CASH COLLATERAL AGREEMENT

EX-10.2 3 g95544exv10w2.htm EX-10.2 Ex-10.2
 

EXECUTION COPY

CASH COLLATERAL AGREEMENT

     THIS CASH COLLATERAL AGREEMENT (this “Agreement”) dated as of May 31, 2005 is by and between GLENAYRE ELECTRONICS, INC., a Colorado corporation (the “Parent”) and WACHOVIA BANK, NATIONAL ASSOCIATION, as Administrative Agent for the Lenders under the Credit Agreement referred to below (the “Administrative Agent”).

RECITALS

     WHEREAS, Entertainment Distribution Company, LLC, a Delaware limited liability company (the “Borrower”), those Domestic Subsidiaries of the Borrower as may from time to time become a party thereto (the “Guarantors”), the lenders from time to time party thereto (the “Lenders”), and Wachovia Bank, National Association, as administrative agent for the Lenders, have entered into that certain Credit Agreement dated as of May 31, 2005 (as amended, restated, supplemented or otherwise modified from time to time, the “Credit Agreement”);

     WHEREAS, it is a condition precedent to the effectiveness of the Credit Agreement and the obligations of the Lenders to make their respective Loans and to issue and/or acquire participation interests in Letters of Credit under the Credit Agreement that the Parent (a) shall execute and deliver this Agreement to the Administrative Agent and (b) shall deposit the Cash Collateral into the Cash Collateral Account to secure the Secured Obligations, such Cash Collateral to be pledged to the Administrative Agent for the benefit of the Lenders (the “Secured Parties”); and

     WHEREAS, the Parent, pursuant to the requirements of the Credit Agreement, seeks to grant to the Administrative Agent for the benefit of the Secured Parties a first priority perfected security interest in the Cash Collateral Account.

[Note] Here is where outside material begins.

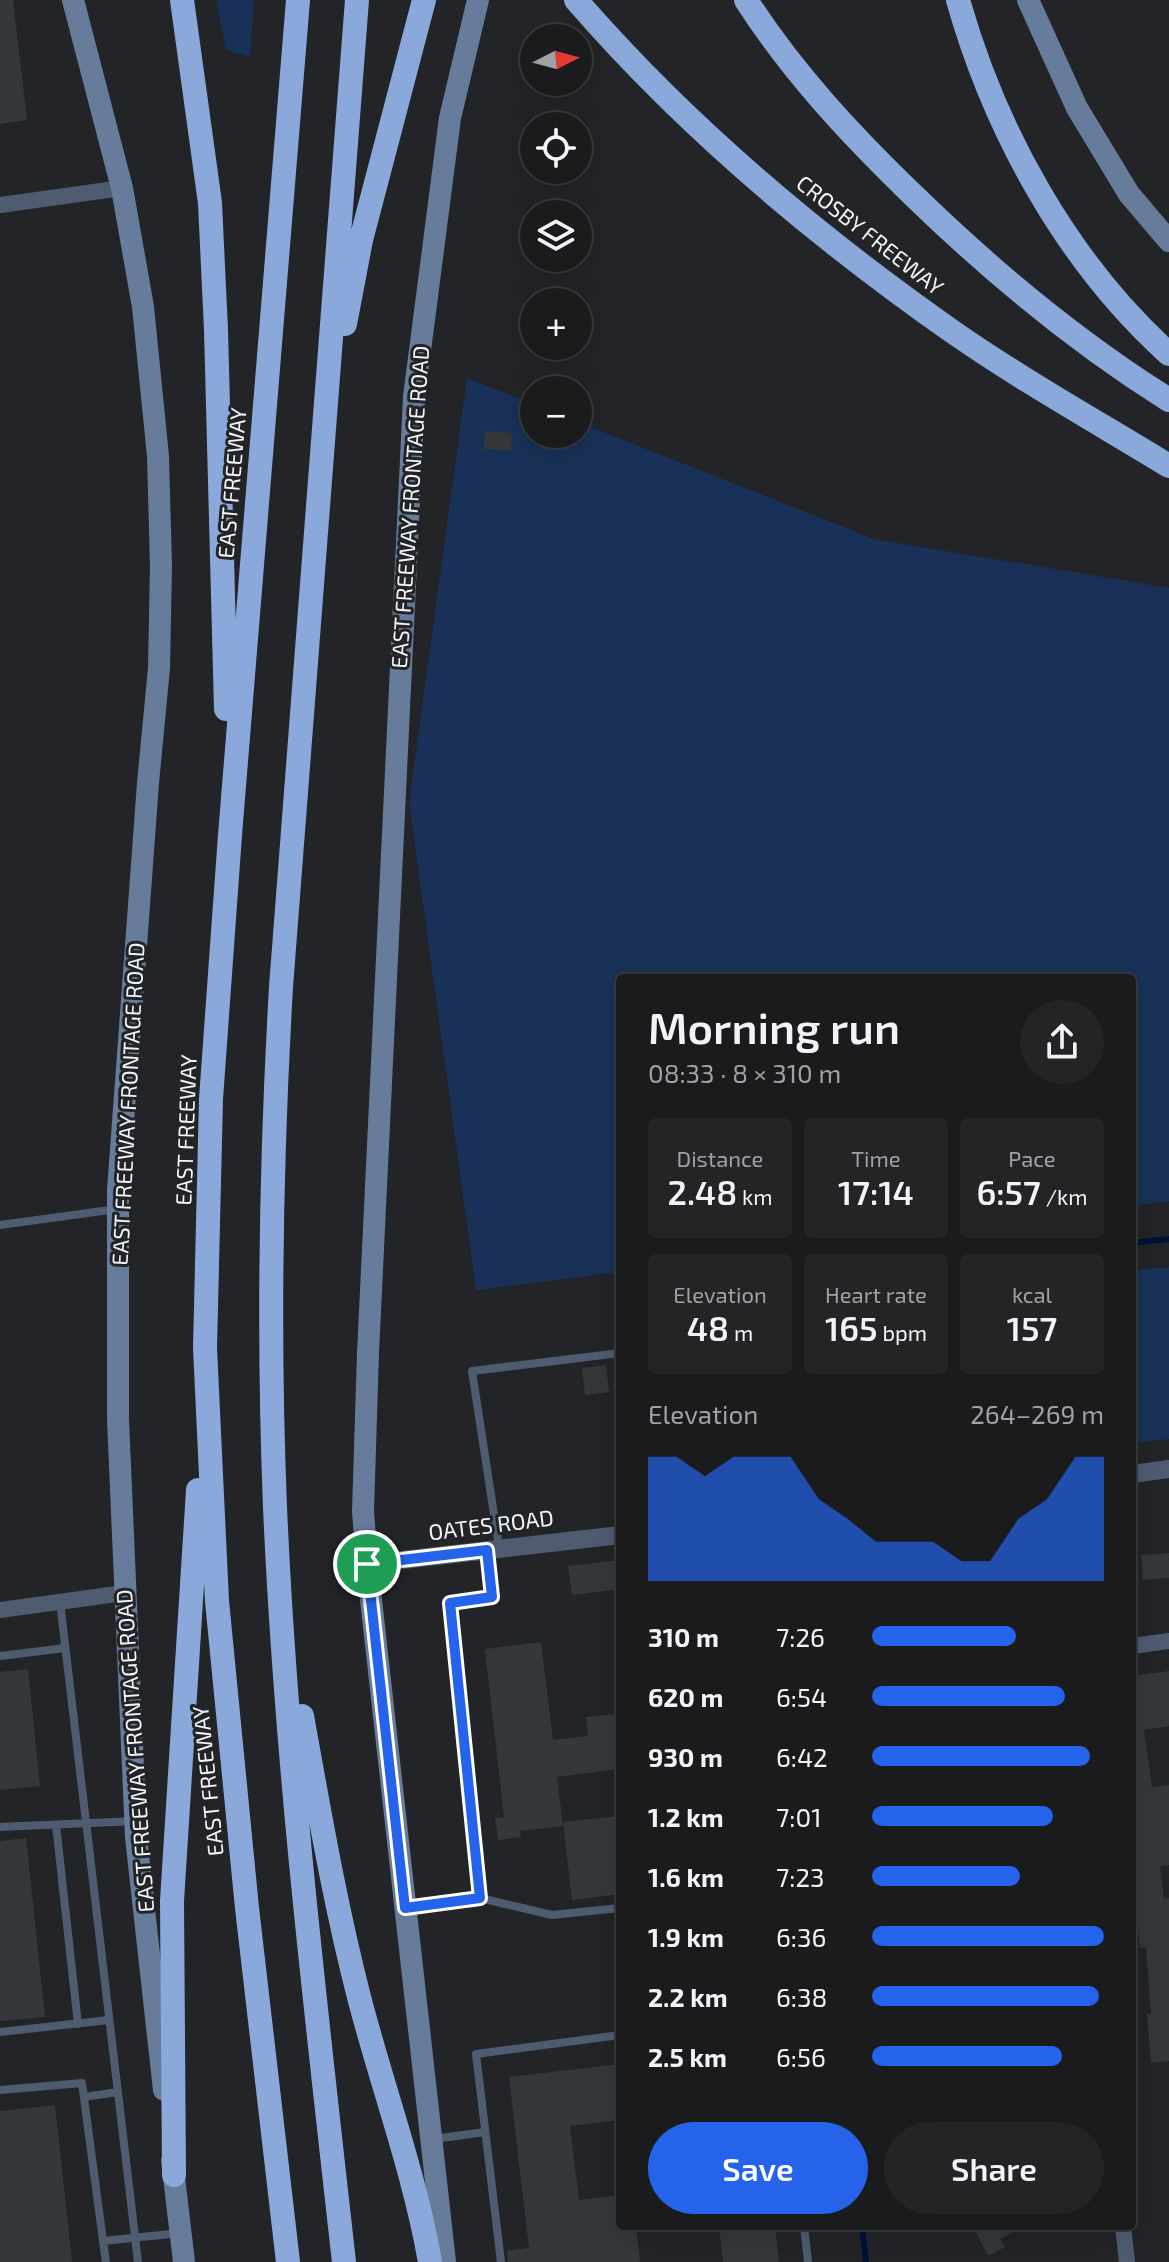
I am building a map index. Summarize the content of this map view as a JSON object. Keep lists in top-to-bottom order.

     NOW, THEREFORE, in consideration of these premises and other good and valuable consideration, the receipt and sufficiency of which are hereby acknowledged, the parties hereto agree as follows:

     1. Defined Terms. Capitalized terms used herein but not otherwise defined herein shall have the meanings assigned to such terms in the Credit Agreement. As used herein, the following terms shall have the meanings specified below:

     “Cash Collateral Account” shall have the meaning assigned to such term in Section 2(a)(i).

     “Cash Collateral” shall have the meaning assigned to such term in Section 2(a).

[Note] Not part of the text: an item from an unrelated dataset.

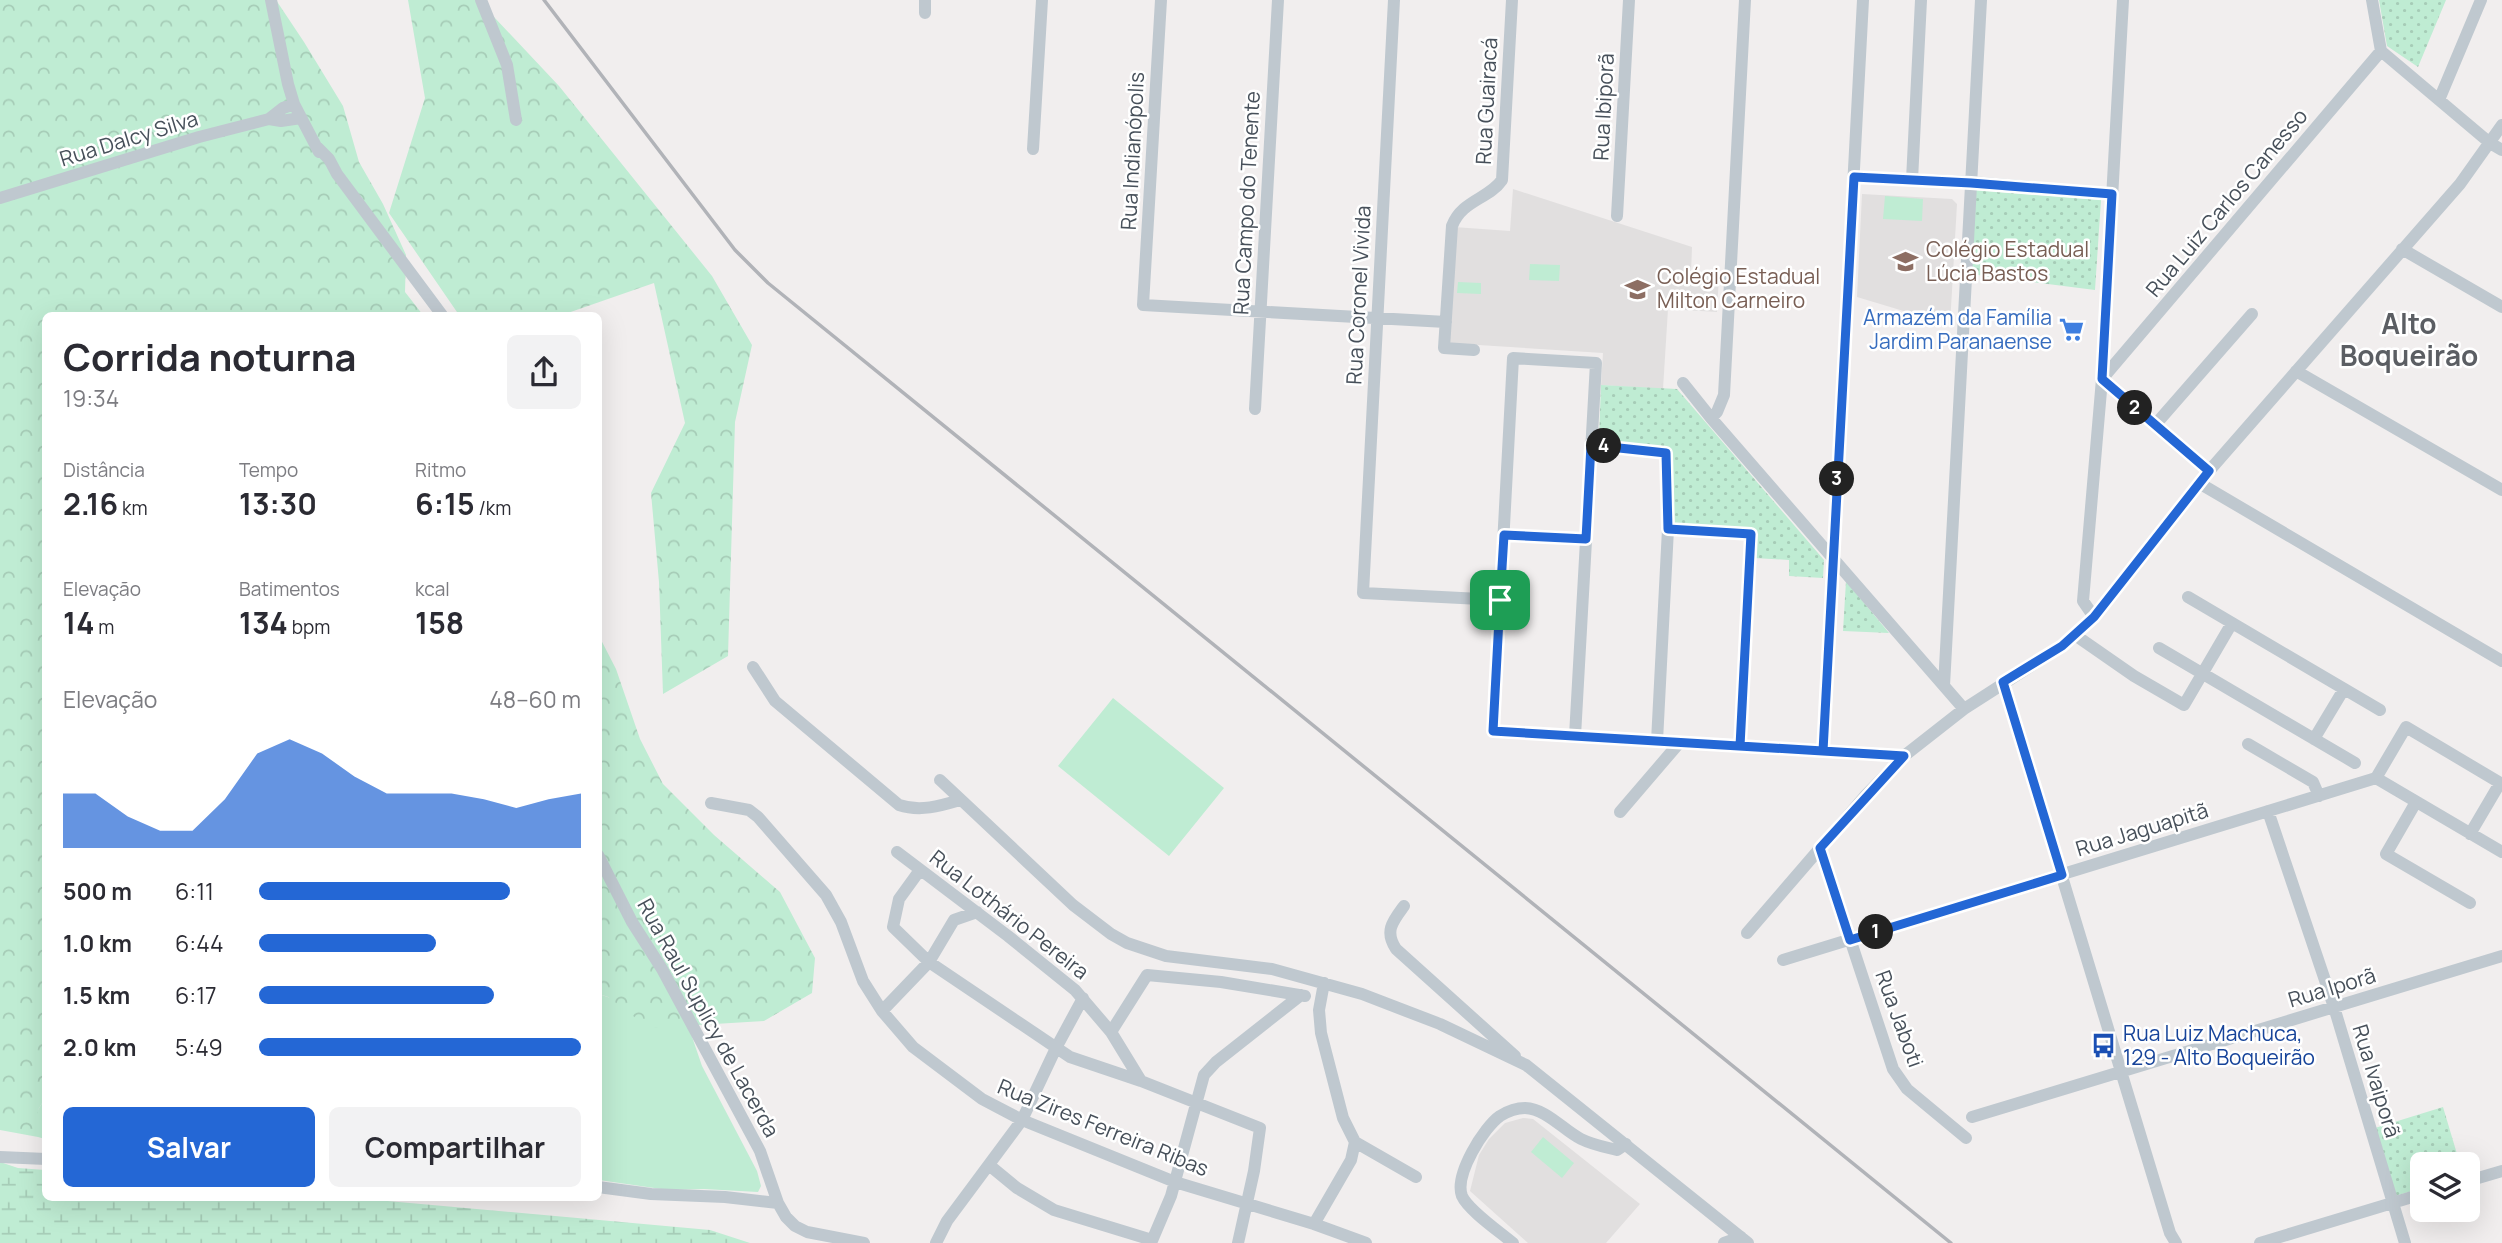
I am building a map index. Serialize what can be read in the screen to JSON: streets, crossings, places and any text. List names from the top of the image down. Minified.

     “Secured Obligations” means all obligations of the Borrower and the other Credit Parties in respect of the Term Loan under the Credit Agreement including, without limitation, principal and accrued interest.

     2. Cash Collateral.

     (a) Grant of Security Interest. To secure the prompt payment and performance in full when due, whether by lapse of time, acceleration, or otherwise, of the Secured Obligations, the

 


 

Parent hereby grants to the Administrative Agent a continuing security interest in, and a right to set off against, any and all right, title and interest of the Parent in and to the following (collectively, the “Cash Collateral”), whether now owned or existing or owned, acquired, or arising hereafter:

     (i) that certain money market account no. 2000028669780 in the name of the Parent maintained with Wachovia Bank, National Association, as depository (the “Bank”), and any and all money and investment property therein, including any and all certificates or instruments purchased with funds deposited in such account, and all renewals of such instruments and certificates and replacements therefor, whether in the form of certificates of deposit or other instruments, notes, securities or accounts (including, without limitation, cash and Cash Equivalents) and any other cash and non-cash proceeds of the principal amount of the foregoing, including interest and dividends thereon and other property received in respect of, or in substitution or exchange for any of the foregoing (all of the foregoing is collectively referred to as the “Cash Collateral Account”); and

     (ii) all proceeds of the Cash Collateral Account, including, without limitation, interest or dividends on the Cash Collateral Account or such certificates, instruments, notes, securities or accounts; provided, that all Liens of the Administrative Agent in amounts disbursed under clause 2(c)(ii) or 2(c)(iii) below or the Credit Agreement shall be automatically released upon such disbursement, and such disbursements shall be made free and clear of any Lien of the Administrative Agent or any Lender.

     (b) Amount of Cash Collateral. On the Closing Date, the Parent shall deposit in the Cash Collateral Account an amount in Dollars equal $16,500,000.

     (c) Access to Amounts in Cash Collateral Account.

     (i) The Cash Collateral Account will be an account maintained with the Bank in the name of the Parent for the benefit of the Administrative Agent. The amounts in the Cash Collateral Account will be held for the sole benefit of the Administrative Agent. Subject to clause 2(c)(ii) and 2(c)(iii) below, the Parent agrees that the Administrative Agent is the sole party authorized to withdraw amounts from, to draw upon, or to otherwise exercise any powers with respect to the Cash Collateral Account, and that the Parent shall have no authority to withdraw any amounts from, to draw upon, or to otherwise exercise any power as a depositor, owner or otherwise with respect to the Cash Collateral Account and the funds deposited therein.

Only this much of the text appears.